Last week, I wrote about eating on the cheap – an extremely useful skill for an aspiring actor, and yet one which easily applies to the life of ANYONE looking to conserve funds. I will continue down this same path for the next few posts, presenting lessons learned while acting which might still be of interest to non-actors. You know who you are. If you are reading this, presumably you are profoundly bored and killing time, completely lost and looking for help, insatiably curious to your very core, or you are related to me. I will try to stick to topics of interest to all. That said, I reserve the right to rant on non sequitur subjects at any time. This is my site; I pay its bills. If I want to drive off road, this metaphorical jeep is mine to command!
Today I would like to talk about surviving (and even thriving) when faced with repetitive tasks. As a stage actor, I have had ample opportunity to wrestle with this subject. Many jobs require you to do the same sorts of things over and over; however, this is pushed to extremes when you perform a show for weeks and even MONTHS on end. In the theater (if you are fortunate enough to be working), you LITERALLY do the exact same thing every night in precisely the same order. This can get old quickly. And, unless you make efforts, the experience can be hellish.
My first brush with this was back in college, when for inexplicable reasons I was hired as a “disciple” (code for CHORUS MEMBER) in that well-intentioned, arguably lackluster musical, Godspell, a hippie-ish retelling of the Gospel story. This was the summer after my Freshman year of college. I had never performed in a musical before, and so learned to sing and dance (cough, cough – kind of) from the ground up during the 2-week rehearsal process. This was a bus and truck tour show, funded by my university’s department of admissions, and we performed the show 44 times in 3 states. It was a completely surreal experience for me, fresh as I was to the concept, and the drudgery of it was lost in the general newness.
I collided violently with the real GRIND of a long-running show the autumn AFTER college, when I accepted my first longer contract. As the leaves fell and fall turned to winter, I performed that first show, The Confession, 76 times. It was rough. My current record stands at 97 performances, though this is peanuts compared to the numbers put up by performers of year-round touring shows or Broadway. All told, I have broken the 50-show barrier 15 or so times. And yes, it gets easier.

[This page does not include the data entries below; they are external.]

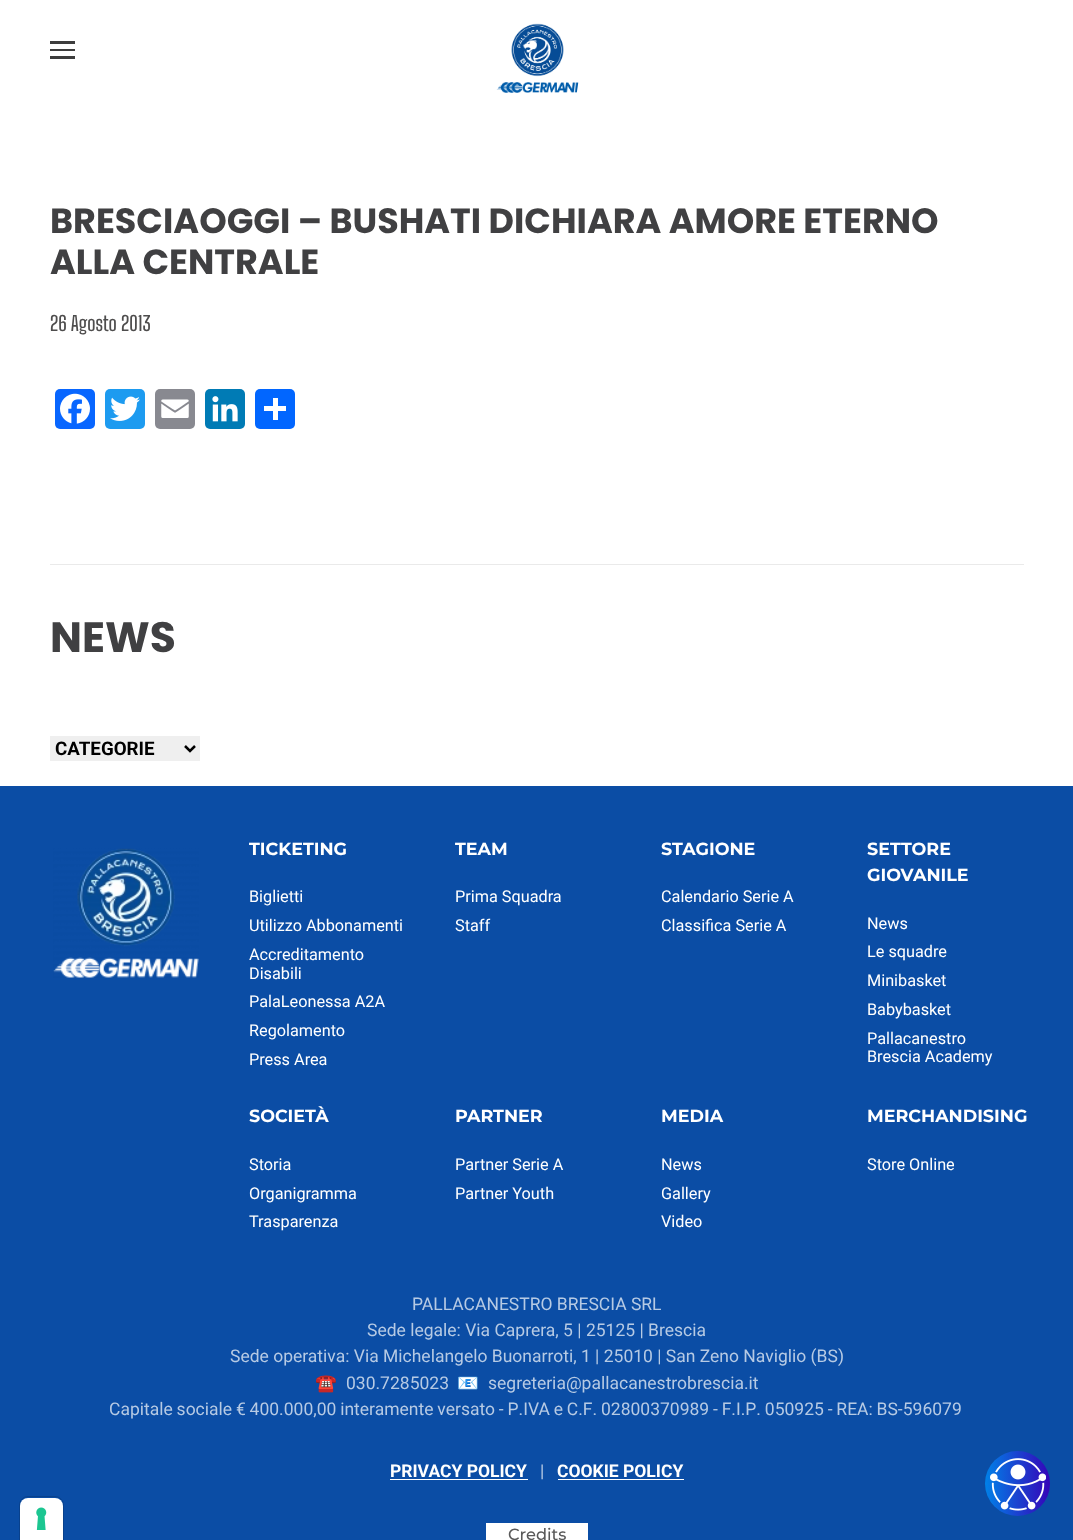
(async () => {
  const canvas = document.querySelector("canvas");
  canvas.width = 1073;
  canvas.height = 1540;
  const ctx = canvas.getContext("2d");
  ctx.miterLimit = 4;
  ctx.fontKerning = "normal";
  async function loadImage(src) {
    const img = new Image();
    img.src = src;
    await img.decode();
    return img;
  }
  let gradient, path;

  ctx.fillStyle = "#ffffff";
  ctx.fillRect(0, 0, 1073, 1540);
  for (const [x, y, w, h, color] of [
    [50, 41, 25, 3, "#3d3d3d"],
    [50, 49, 25, 2, "#3d3d3d"],
    [50, 56, 25, 3, "#3d3d3d"],
  ]) {
    ctx.fillStyle = color;
    ctx.fillRect(x, y, w, h);
  }
  ctx.drawImage(await loadImage("img/1.png"), 496, 23, 83, 70);
  ctx.fillStyle = "#0866ff";
  ctx.beginPath();
  ctx.roundRect(55, 389, 40, 40, 5);
  ctx.fill();
  ctx.drawImage(await loadImage("img/2.png"), 60, 393, 30, 31);
  ctx.fillStyle = "#1d9bf0";
  ctx.beginPath();
  ctx.roundRect(105, 389, 40, 40, 5);
  ctx.fill();
  ctx.drawImage(await loadImage("img/3.png"), 110, 396, 30, 25);
  ctx.fillStyle = "#888990";
  ctx.beginPath();
  ctx.roundRect(155, 389, 40, 40, 5);
  ctx.fill();
  ctx.drawImage(await loadImage("img/4.png"), 161, 399, 28, 19);
  ctx.fillStyle = "#007bb5";
  ctx.beginPath();
  ctx.roundRect(205, 389, 40, 40, 5);
  ctx.fill();
  ctx.drawImage(await loadImage("img/5.png"), 212, 396, 26, 26);
  ctx.fillStyle = "#0166ff";
  ctx.beginPath();
  ctx.roundRect(255, 389, 40, 40, 5);
  ctx.fill();
  for (const [x, y, w, h, color] of [
    [273, 398, 5, 22, "#ffffff"],
    [264, 406, 22, 5, "#ffffff"],
    [50, 564, 974, 1, "#eaeaea"],
    [50, 736, 150, 25, "#efefef"],
  ]) {
    ctx.fillStyle = color;
    ctx.fillRect(x, y, w, h);
  }
  path = new Path2D("M185 746L190 751L195 746");
  ctx.strokeStyle = "#000000";
  ctx.lineWidth = 2.5;
  ctx.stroke(path);
  ctx.fillStyle = "#0b4da5";
  ctx.fillRect(0, 786, 1073, 754);
  ctx.drawImage(await loadImage("img/6.png"), 53, 848, 146, 130);
  for (const [x, y, w, h, color] of [
    [390, 1479, 138, 1, "#ffffff"],
    [558, 1479, 126, 1, "#ffffff"],
    [486, 1523, 102, 17, "#ffffff"],
  ]) {
    ctx.fillStyle = color;
    ctx.fillRect(x, y, w, h);
  }
  path = new Path2D("M28 1496.5H55C59.5 1496.5 63.5 1500.5 63.5 1505V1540.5H19.5V1505C19.5 1500.5 23.5 1496.5 28 1496.5Z");
  ctx.strokeStyle = "#09418c";
  ctx.lineWidth = 1;
  ctx.stroke(path);
  ctx.beginPath();
  ctx.roundRect(20, 1498, 43, 42, [8, 8, 0, 0]);
  ctx.fill();
  ctx.drawImage(await loadImage("img/7.png"), 36, 1507, 11, 23);
  gradient = ctx.createLinearGradient(985, 1484, 1050, 1484);
  gradient.addColorStop(0, "#0081e8");
  gradient.addColorStop(0.25, "#0d62dc");
  gradient.addColorStop(0.5, "#1b42d0");
  gradient.addColorStop(0.75, "#2823c4");
  gradient.addColorStop(1, "#3503b8");
  ctx.fillStyle = gradient;
  ctx.beginPath();
  ctx.arc(1017.5, 1483.5, 32.5, 0, Math.PI * 2);
  ctx.fill();
  ctx.drawImage(await loadImage("img/8.png"), 990, 1458, 56, 53);
  ctx.font = "bold 35px Poppins";
  ctx.fillStyle = "#404042";
  ctx.fillText("BRESCIAOGGI – BUSHATI DICHIARA AMORE ETERNO", 50, 233);
  ctx.fillText("ALLA CENTRALE", 50, 274);
  ctx.font = "500 20px Big Shoulders Text";
  ctx.fillStyle = "#4e4d4d";
  ctx.fillText("26 Agosto 2013", 50, 331);
  ctx.font = "bold 42.5px Poppins";
  ctx.fillStyle = "#404042";
  ctx.fillText("NEWS", 50, 652);
  ctx.font = "bold 18.75px Roboto";
  ctx.fillStyle = "#000000";
  ctx.fillText("CATEGORIE", 55, 755);
  ctx.font = "100 17.5px 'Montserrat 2'";
  ctx.fillStyle = "#ffffff";
  ctx.fillText("TICKETING", 249, 855);
  ctx.font = "16.25px Roboto";
  for (const [text, x, y] of [
    ["Biglietti", 249, 902],
    ["Utilizzo Abbonamenti", 249, 931],
    ["Accreditamento", 249, 960],
    ["Disabili", 249, 979],
    ["PalaLeonessa A2A", 249, 1007],
    ["Regolamento", 249, 1036],
    ["Press Area", 249, 1065],
  ]) {
    ctx.fillText(text, x, y);
  }
  ctx.font = "100 17.5px 'Montserrat 2'";
  ctx.fillText("TEAM", 455, 855);
  ctx.font = "16.25px Roboto";
  ctx.fillText("Prima Squadra", 455, 902);
  ctx.fillText("Staff", 455, 931);
  ctx.font = "100 17.5px 'Montserrat 2'";
  ctx.fillText("STAGIONE", 661, 855);
  ctx.font = "16.25px Roboto";
  ctx.fillText("Calendario Serie A", 661, 902);
  ctx.fillText("Classifica Serie A", 661, 931);
  ctx.font = "100 17.5px 'Montserrat 2'";
  ctx.fillText("SETTORE", 867, 855);
  ctx.fillText("GIOVANILE", 867, 881);
  ctx.font = "16.25px Roboto";
  for (const [text, x, y] of [
    ["News", 867, 929],
    ["Le squadre", 867, 957],
    ["Minibasket", 867, 986],
    ["Babybasket", 867, 1015],
    ["Pallacanestro", 867, 1044],
    ["Brescia Academy", 867, 1062],
  ]) {
    ctx.fillText(text, x, y);
  }
  ctx.font = "100 17.5px 'Montserrat 2'";
  ctx.fillText("SOCIETÀ", 249, 1122);
  ctx.font = "16.25px Roboto";
  for (const [text, x, y] of [
    ["Storia", 249, 1170],
    ["Organigramma", 249, 1199],
    ["Trasparenza", 249, 1227],
  ]) {
    ctx.fillText(text, x, y);
  }
  ctx.font = "100 17.5px 'Montserrat 2'";
  ctx.fillText("PARTNER", 455, 1122);
  ctx.font = "16.25px Roboto";
  ctx.fillText("Partner Serie A", 455, 1170);
  ctx.fillText("Partner Youth", 455, 1199);
  ctx.font = "100 17.5px 'Montserrat 2'";
  ctx.fillText("MEDIA", 661, 1122);
  ctx.font = "16.25px Roboto";
  for (const [text, x, y] of [
    ["News", 661, 1170],
    ["Gallery", 661, 1199],
    ["Video", 661, 1227],
  ]) {
    ctx.fillText(text, x, y);
  }
  ctx.font = "100 17.5px 'Montserrat 2'";
  ctx.fillText("MERCHANDISING", 867, 1122);
  ctx.font = "16.25px Roboto";
  ctx.fillText("Store Online", 867, 1170);
  ctx.font = "17.5px Roboto";
  ctx.fillStyle = "#b6cae4";
  for (const [text, x, y] of [
    ["PALLACANESTRO BRESCIA SRL", 412, 1310],
    ["Sede legale: Via Caprera, 5 | 25125 | Brescia", 367, 1336],
    ["Sede operativa: Via Michelangelo Buonarroti, 1 | 25010 | San Zeno Naviglio (BS)", 230, 1362],
  ]) {
    ctx.fillText(text, x, y);
  }
  ctx.font = "17.5px Noto Color Emoji";
  ctx.fillText("☎️", 315, 1389);
  ctx.font = "17.5px Roboto";
  ctx.fillText("030.7285023", 346, 1389);
  ctx.font = "17.5px Noto Color Emoji";
  ctx.fillText("📧", 457, 1389);
  ctx.font = "17.5px Roboto";
  ctx.fillText("segreteria@pallacanestrobrescia.it", 488, 1389);
  ctx.wordSpacing = "-0.5px";
  ctx.fillText("Capitale sociale € 400.000,00 interamente versato - P.IVA e C.F. 02800370989 - F.I.P. 050925 - REA: BS-596079", 109, 1415);
  ctx.wordSpacing = "0px";
  ctx.font = "bold 17.5px Roboto";
  ctx.fillStyle = "#ffffff";
  ctx.fillText("PRIVACY POLICY", 390, 1477);
  ctx.font = "17.5px Roboto";
  ctx.fillStyle = "#b6cae4";
  ctx.fillText("|", 540, 1477);
  ctx.font = "bold 17.5px Roboto";
  ctx.fillStyle = "#ffffff";
  ctx.fillText("COOKIE POLICY", 557, 1477);
  ctx.font = "100 16.25px Montserrat";
  ctx.fillStyle = "#595959";
  ctx.fillText("Credits", 508, 1540);
})();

In college, you perform a show three or four times – possibly as many as eight times if the show sells well and they add a second weekend. There you perform always in the first flush of nerves, ever fueled, whether you know it or not, by the rush of adrenaline that comes with fumbling your first few performance out before a gathered crowd. What awaits you behind the bend, when you have been running a show for weeks and weeks, is the real WORK. When all thrill is gone, you must still present the same product.
I’ll cut to the chase. What I eventually learned, after years of foolishness, was that repetition is a gift. It gives you the ability to seek out the BEST way of doing ANYTHING. Rather than fighting the nature of a repetitive chore, you can embrace the fact that you HAVE done it before. You can learn from past mistakes. You can trim the unnecessary. You can reach for EFFICIENCY. Pare your actions down to the fewest possible moves. What is the easiest way to get to where you’re going? What moments NEED effort? Focus on those. Am I breathing before I speak? IT IS UNBELIEVABLE HOW MUCH YOU ALWAYS NEED TO REMIND YOURSELF TO BREATHE. And know this - there is a fierce joy to be found in carving out the best version of a thing.
At this point, let me rush in with two qualifiers. Yes, “best” is an indescribably subjective word. And yes, it is essentially unattainable. You will never REACH “best”. But you can improve immeasurably by reaching FOR it.
What I have discovered, after years of blighted ignorance and woe, is that it takes till the third weekend of a show for me to really ENJOY it. It is not until THEN that I have made enough mistakes to see those mistakes for what they are and correct them. It is not until then that I am familiar enough with the flow of the evening to RELAX.
This does not just apply to the world of theatre. I have found the same rules apply to any work I have done, be it yardwork, bartending, customer service, or whatever. At my current day job, I unload and then reload sound equipment and supplies into carrying cases. (I do other things, too, but let’s focus on a simple example.) I COULD simply throw equipment in there any old way if I wanted. But I choose not to. Instead, I take care. I am (slowly) figuring out the perfect way to fit each thing in its assigned spot, learning the best order in which do each thing. I am getting faster and faster at it. Each time it is easier, and each time I do it better.
When your goal is to figure out a better way to do each task every time, your brain stays engaged. The end result of all this striving is that you wind up with a product to be proud of. Rather than simply going through the motions for ever diminishing returns, you are choosing to polish your performance, whether that be onstage or in life.
So that’s my advice, whether you asked for it or not. Faced with a boring, repetitive task? Make it a game. Look for the BEST way to do it. As my mother always told me, “Anything worth doing is worth doing well.”
And remember to breathe. Always breathe.